Maurizio Lauro (born 12 March 1981) is an Italian football coach and a former player who played as a left back, currently in charge of  club Alessandria.

Club career

Ascoli
Born in Ischia, Ischia island, Campania, Lauro started his professional career with Marche side Ascoli. After made two league appearances in two seasons for Ascoli's first team, Lauro became a full-member of the first team in 2000–01 season, but for Serie C2 club Chieti. Chieti won the promotion playoffs that season and promoted. On 1 July 2001, he returned to Ascoli Piceno and played six times in Serie C1. That season Ascoli finished as the Group B champion. Lauro then spent two Serie C2 seasons in San Marino. In 2004–05 season he returned to Ascoli and became one of the regular starter. He played 28 times that season and played once in promotion playoffs, as left back. In although losing to Torino in aggregate, Ascoli promoted to fill the vacancy due to Caso Genoa and the bankrupt of Torino and Perugia.

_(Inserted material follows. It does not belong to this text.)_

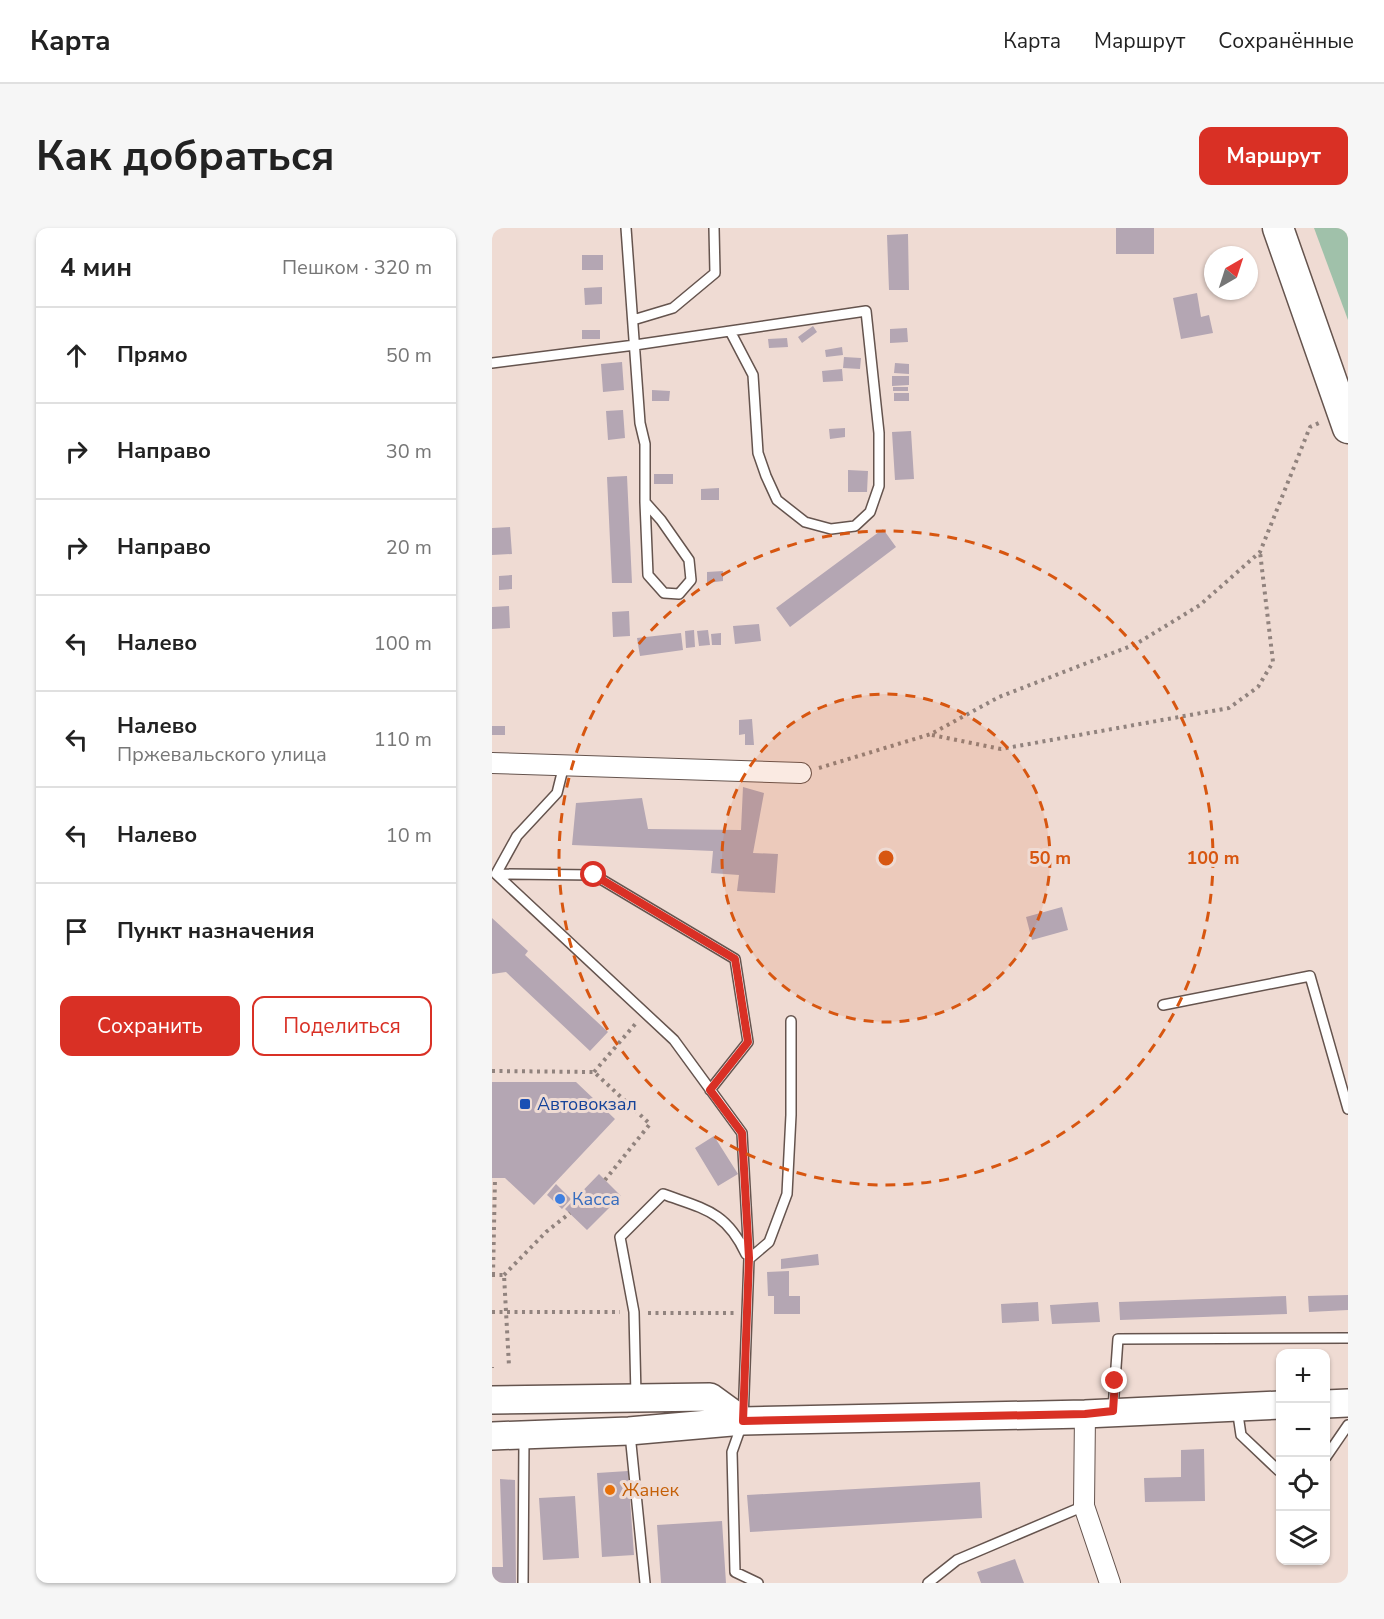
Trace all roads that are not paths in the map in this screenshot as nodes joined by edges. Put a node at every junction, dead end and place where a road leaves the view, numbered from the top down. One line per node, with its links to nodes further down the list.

Lauro followed Ascoli promoted to Serie A, however, he left for fellow Serie A team Reggina on 31 August 2005. In January 2006, Reggina terminated his contract and Lauro returned to Ascoli as an understudy of left back Cristiano Del Grosso. The team finished as the tenth place that season. In July 2006, he was transferred to Serie B team Cesena for undisclosed fees.

Cesena
At Cesena, Lauro became a regular starter of the team, as left back and a centre-back (in first season). He missed two months from late September to October 2007 due to injury. He then returned to his old position – left back on 2 November against Lecce. That season Cesena finished as the bottom. He follow the team relegated to Lega Pro Prima Divisione in 2008 and promoted back to Serie B in 2009 as champion and promoted again to Serie A in 2010 as runner-up. In 2010–11 season, Cesena signed Yuto Nagatomo as left back, and Lauro played his second Serie A season, again as backup. After the team failed to win since round 3, Nagatomo was moved to right back to replace Luca Ceccarelli and Lauro became a starting left back again. In May 2011 he signed a new 2-year contract.

Ternana 
After a six-year playing career at Cesena, Lauro left the club for Serie B team Ternana Calcio on 16 July 2012.

International career
Lauro played once for Italy U16 in a friendly match.

Coaching career
The first club he coached was Castelfidardo in Serie D which he led to 6th place in their group in the 2020–21 season. On 26 June 2021, he was appointed manager of Serie C club Mantova. On 12 December 2021, he was fired by Mantova after the team won once in the last 7 games. He was successively reinstated as Mantova's head coach on 12 April 2022.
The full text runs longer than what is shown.